Continental Resources' Bakken Production Surpasses 100,000 boe/d (Gross Operated)

Continental Resources Bakken Shale Map
Continental Resources Bakken Shale Map

Continental Resources' first quarter production averaged 76,900 boe/d net or 63% of company-wide production.

Gross operated production surpassed a significant milestone at more than 100,000 boe/d.

The company is targeting well costs of $8.2 million by year-end 2013 and is well on its way to that goal after spending $8.3 million per well in the first quarter. Expanded use of pad drilling should continue to drive costs down.

Our production growth remained strong despite seasonal challenges in the Bakken. We continue to monitor oil differentials and transportation costs to ensure we realize the most attractive pricing for our premium Bakken oil.
— W. F. "Rick" Bott, Continental's President and Chief Operating Officer

Highlights from the quarter include:

  • Production growth of 14% over the fourth quarter of 2012 and 60% over the first quarter of 2012
  • 80% of operated oil production moving by rail
  • Operated 22 rigs
  • Completed 162 gross (66 net) wells in the quarter
  • Have a 80 gross wells drilled and awaiting completion
  • Average initial production rates in ND were 1,125 boe/d (84% oil)
  • Estimated EURs remained unchanged at 630,000 boe in ND and 430,000 boe in MT
  • Successful Lower Three Forks completions in the quarter have expanded the aerial extent of the play.

Continental currently has six producing wells in the lower benches of the Three Forks with average initial production rates of approximately 1,170 Boe per day.

The number of wells drilled and awaiting completion will fluctuate as Continental expands its pad drilling operations.

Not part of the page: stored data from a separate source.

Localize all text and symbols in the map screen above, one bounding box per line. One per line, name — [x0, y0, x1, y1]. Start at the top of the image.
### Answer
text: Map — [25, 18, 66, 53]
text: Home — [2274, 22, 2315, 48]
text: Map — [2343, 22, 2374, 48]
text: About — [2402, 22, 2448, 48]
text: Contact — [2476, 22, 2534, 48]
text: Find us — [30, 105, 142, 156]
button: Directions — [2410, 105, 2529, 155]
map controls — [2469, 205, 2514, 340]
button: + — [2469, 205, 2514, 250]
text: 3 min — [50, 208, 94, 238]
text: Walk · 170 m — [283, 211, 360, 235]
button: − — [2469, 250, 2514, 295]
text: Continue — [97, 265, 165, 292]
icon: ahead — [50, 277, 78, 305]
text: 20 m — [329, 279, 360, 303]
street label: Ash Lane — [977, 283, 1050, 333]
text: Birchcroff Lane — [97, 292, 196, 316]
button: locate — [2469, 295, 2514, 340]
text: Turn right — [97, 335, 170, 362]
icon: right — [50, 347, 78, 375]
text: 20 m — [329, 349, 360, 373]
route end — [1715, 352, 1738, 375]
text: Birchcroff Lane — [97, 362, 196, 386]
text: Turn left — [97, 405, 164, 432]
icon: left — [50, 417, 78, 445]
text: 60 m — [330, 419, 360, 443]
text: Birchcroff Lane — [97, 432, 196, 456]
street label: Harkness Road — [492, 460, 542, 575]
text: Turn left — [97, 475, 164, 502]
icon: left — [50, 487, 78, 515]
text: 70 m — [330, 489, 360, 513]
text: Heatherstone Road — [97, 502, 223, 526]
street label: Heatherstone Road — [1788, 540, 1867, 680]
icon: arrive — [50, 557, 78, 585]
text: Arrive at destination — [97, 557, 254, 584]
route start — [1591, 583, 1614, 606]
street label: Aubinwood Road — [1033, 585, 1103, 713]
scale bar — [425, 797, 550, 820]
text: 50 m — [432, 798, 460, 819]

Mr. Bott added, "Quarter after quarter, our Bakken operations continue to deliver impressive growth with highly attractive returns. On the exploration front, we are very excited about the continual success of our Lower Three Forks productivity tests. Our cost focus has put us ahead of target on reducing average drilling and completion well costs in the Bakken. Based on field estimates, we are down to approximately $8.3 million in April 2013."

Read the full press release at clr.com

Oasis Petroleum Forms Bakken Midstream Subsidiary - Production Above 30,000 boe/d

Oasis Petroleum Bakken Map
Oasis Petroleum Bakken Map

Oasis Petroleum has realized significant cost savings through its Oasis Well Services (OWS) subsidiary and will be targeting savings on the midstream side through Oasis Midstream Services (OMS). Oasis formed the midstream venture when it transferred salt water disposal and other midstream assets to the subsidiary.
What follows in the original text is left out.